■ **Exercise prompt**:
Find the lines of the data below that include "Garnatxa". Report their number only.

■ **Data provided**:
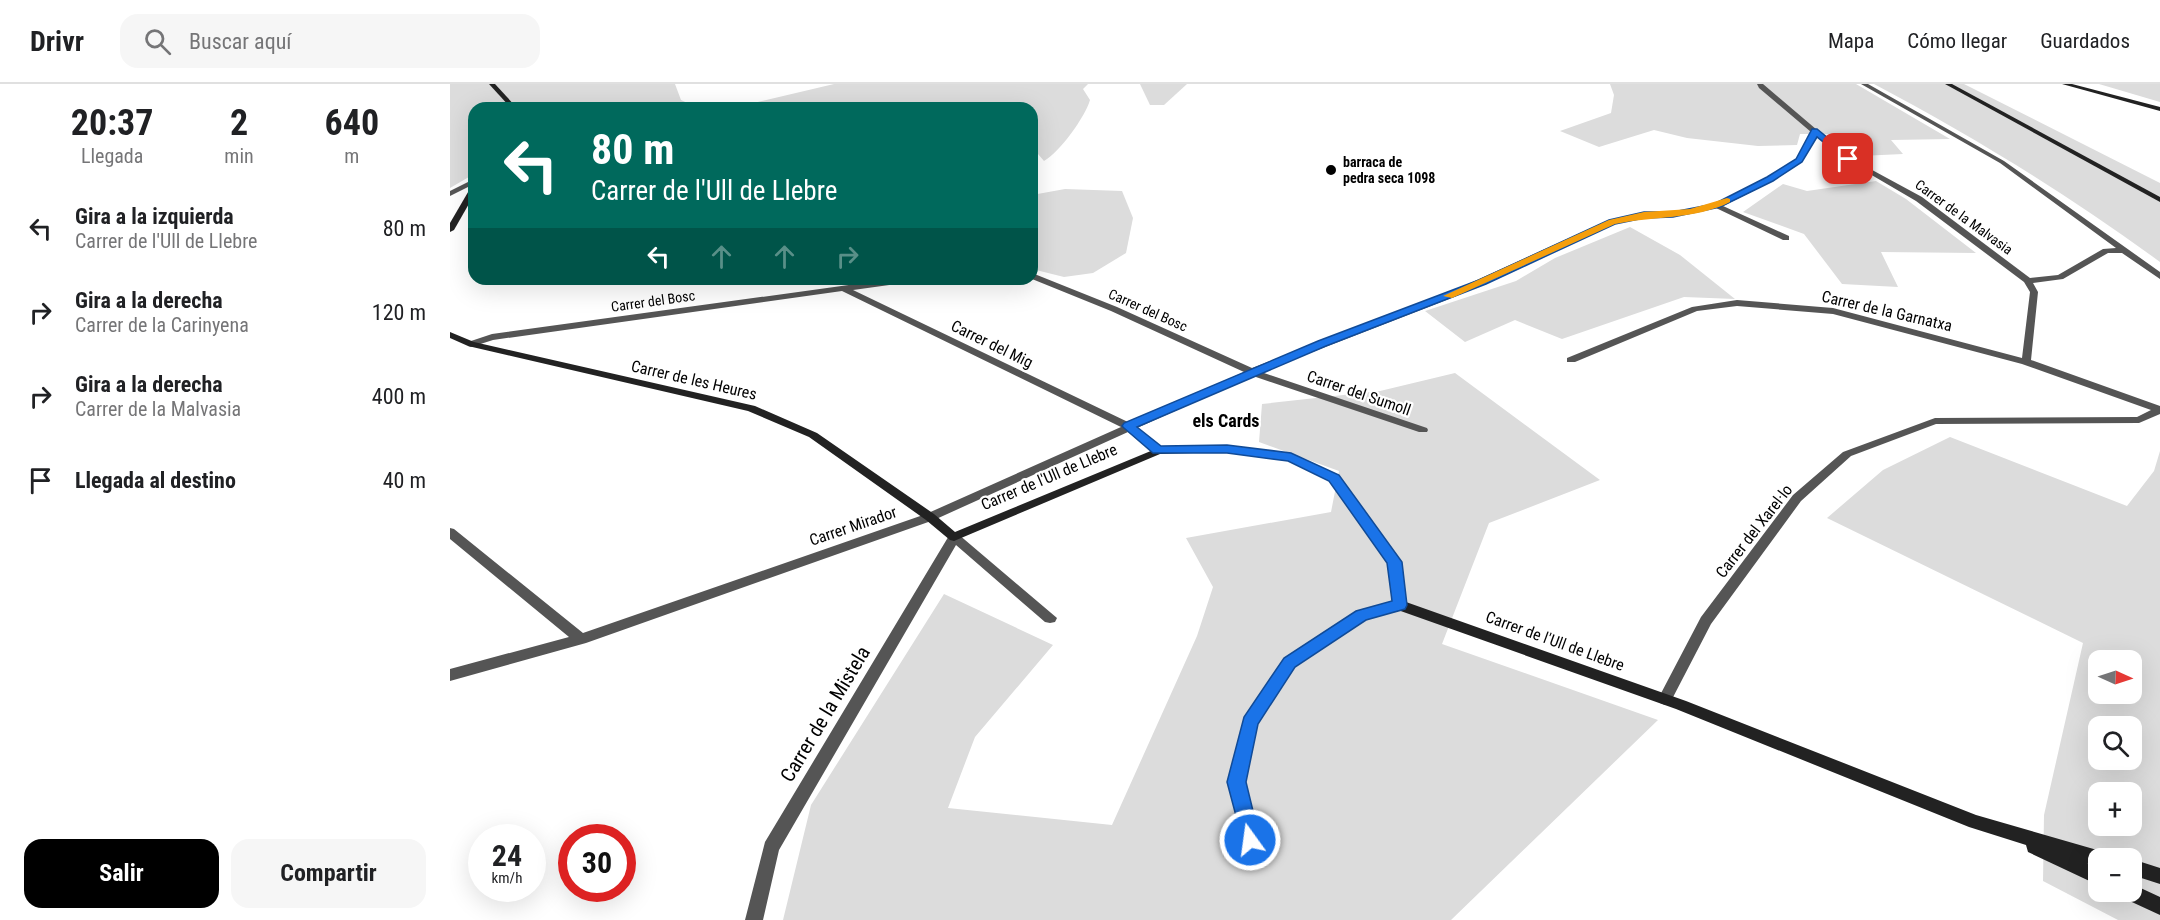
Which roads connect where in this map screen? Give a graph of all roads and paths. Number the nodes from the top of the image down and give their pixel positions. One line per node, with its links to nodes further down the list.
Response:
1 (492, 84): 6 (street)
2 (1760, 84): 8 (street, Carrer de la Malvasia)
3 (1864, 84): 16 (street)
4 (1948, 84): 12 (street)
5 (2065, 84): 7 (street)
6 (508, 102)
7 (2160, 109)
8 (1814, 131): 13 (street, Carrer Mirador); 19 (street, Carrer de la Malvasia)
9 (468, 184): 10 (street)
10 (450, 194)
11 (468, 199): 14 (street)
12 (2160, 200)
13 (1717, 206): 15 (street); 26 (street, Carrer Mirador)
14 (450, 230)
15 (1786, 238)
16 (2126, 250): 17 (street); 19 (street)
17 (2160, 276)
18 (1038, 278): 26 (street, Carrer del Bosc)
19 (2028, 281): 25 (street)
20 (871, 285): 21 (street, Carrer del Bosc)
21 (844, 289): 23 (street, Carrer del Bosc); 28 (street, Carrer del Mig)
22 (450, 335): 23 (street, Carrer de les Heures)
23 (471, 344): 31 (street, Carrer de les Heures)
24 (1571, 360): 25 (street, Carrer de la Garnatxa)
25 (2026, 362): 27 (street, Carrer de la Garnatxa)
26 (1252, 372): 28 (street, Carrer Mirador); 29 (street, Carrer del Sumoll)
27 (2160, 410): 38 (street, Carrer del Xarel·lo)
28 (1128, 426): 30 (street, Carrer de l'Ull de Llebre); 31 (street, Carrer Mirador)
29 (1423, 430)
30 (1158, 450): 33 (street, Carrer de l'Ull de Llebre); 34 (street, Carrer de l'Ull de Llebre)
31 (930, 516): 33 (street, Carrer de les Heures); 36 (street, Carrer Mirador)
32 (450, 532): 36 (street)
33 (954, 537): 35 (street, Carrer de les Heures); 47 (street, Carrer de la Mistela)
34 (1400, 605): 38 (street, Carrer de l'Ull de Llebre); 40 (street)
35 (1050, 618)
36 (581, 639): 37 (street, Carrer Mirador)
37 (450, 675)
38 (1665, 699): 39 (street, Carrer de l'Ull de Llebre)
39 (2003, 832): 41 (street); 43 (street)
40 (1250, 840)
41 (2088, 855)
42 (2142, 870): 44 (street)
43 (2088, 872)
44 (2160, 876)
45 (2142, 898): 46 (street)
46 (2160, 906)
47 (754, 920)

■ **Answer for this exercise**:
2